## TASK OBJECTIVE
Search the records for the word "roads" and report each line that has it.

Saved data entries
= = = = = = =
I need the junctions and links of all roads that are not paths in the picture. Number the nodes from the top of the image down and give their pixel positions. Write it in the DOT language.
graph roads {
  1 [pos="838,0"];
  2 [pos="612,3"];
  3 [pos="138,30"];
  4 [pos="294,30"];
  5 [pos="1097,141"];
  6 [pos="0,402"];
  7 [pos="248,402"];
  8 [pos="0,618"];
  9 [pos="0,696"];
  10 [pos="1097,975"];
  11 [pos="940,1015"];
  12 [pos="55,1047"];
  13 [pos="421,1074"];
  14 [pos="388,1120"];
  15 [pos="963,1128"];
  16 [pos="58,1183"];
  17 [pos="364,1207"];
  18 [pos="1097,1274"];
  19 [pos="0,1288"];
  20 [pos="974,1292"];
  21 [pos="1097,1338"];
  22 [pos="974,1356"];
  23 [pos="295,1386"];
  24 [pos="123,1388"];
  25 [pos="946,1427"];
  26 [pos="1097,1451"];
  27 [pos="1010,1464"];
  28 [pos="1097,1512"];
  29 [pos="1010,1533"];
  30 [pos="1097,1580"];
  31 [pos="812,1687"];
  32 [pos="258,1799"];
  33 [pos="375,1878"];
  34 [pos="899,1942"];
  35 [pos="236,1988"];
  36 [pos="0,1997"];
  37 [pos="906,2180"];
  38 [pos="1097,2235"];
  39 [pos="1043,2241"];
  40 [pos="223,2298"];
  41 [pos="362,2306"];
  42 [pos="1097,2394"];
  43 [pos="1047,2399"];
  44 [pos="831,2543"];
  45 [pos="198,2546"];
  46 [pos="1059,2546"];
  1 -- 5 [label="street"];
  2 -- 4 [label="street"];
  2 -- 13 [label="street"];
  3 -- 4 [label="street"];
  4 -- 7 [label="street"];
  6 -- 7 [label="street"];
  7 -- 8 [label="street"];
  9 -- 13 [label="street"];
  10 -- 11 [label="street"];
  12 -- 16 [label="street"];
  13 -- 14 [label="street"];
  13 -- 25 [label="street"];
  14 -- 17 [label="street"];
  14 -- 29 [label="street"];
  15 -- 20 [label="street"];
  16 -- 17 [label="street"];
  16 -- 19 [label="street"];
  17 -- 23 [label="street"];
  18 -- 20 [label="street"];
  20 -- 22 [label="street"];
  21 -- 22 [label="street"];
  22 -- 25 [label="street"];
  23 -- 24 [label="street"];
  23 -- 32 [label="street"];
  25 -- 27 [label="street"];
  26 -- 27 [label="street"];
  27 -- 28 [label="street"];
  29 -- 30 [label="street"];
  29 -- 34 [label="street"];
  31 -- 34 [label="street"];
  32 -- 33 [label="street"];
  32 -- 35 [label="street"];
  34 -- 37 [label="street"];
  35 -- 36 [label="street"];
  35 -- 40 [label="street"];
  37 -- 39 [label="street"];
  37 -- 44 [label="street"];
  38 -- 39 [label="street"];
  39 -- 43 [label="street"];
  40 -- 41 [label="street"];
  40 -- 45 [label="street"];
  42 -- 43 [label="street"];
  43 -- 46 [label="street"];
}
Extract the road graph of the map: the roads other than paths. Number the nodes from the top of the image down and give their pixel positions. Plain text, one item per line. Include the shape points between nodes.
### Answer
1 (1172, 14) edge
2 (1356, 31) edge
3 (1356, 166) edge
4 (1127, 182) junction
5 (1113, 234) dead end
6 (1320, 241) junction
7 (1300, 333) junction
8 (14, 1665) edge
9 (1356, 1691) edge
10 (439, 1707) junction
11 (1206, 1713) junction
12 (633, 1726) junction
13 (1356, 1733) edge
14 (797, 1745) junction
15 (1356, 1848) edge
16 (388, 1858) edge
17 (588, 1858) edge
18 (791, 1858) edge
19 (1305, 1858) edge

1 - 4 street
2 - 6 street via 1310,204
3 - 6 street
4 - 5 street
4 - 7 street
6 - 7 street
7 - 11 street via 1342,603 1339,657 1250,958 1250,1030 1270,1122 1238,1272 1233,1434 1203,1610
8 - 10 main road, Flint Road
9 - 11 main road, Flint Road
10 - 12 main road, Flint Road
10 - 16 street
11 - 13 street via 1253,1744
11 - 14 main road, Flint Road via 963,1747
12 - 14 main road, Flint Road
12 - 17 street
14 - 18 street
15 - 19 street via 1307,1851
= = = = = = =
## EXERCISE RESPONSE
I need the junctions and links of all roads that are not paths in the picture. Number the nodes from the top of the image down and give their pixel positions. Write it in the DOT language.
graph roads {
Extract the road graph of the map: the roads other than paths. Number the nodes from the top of the image down and give their pixel positions. Plain text, one item per line. Include the shape points between nodes.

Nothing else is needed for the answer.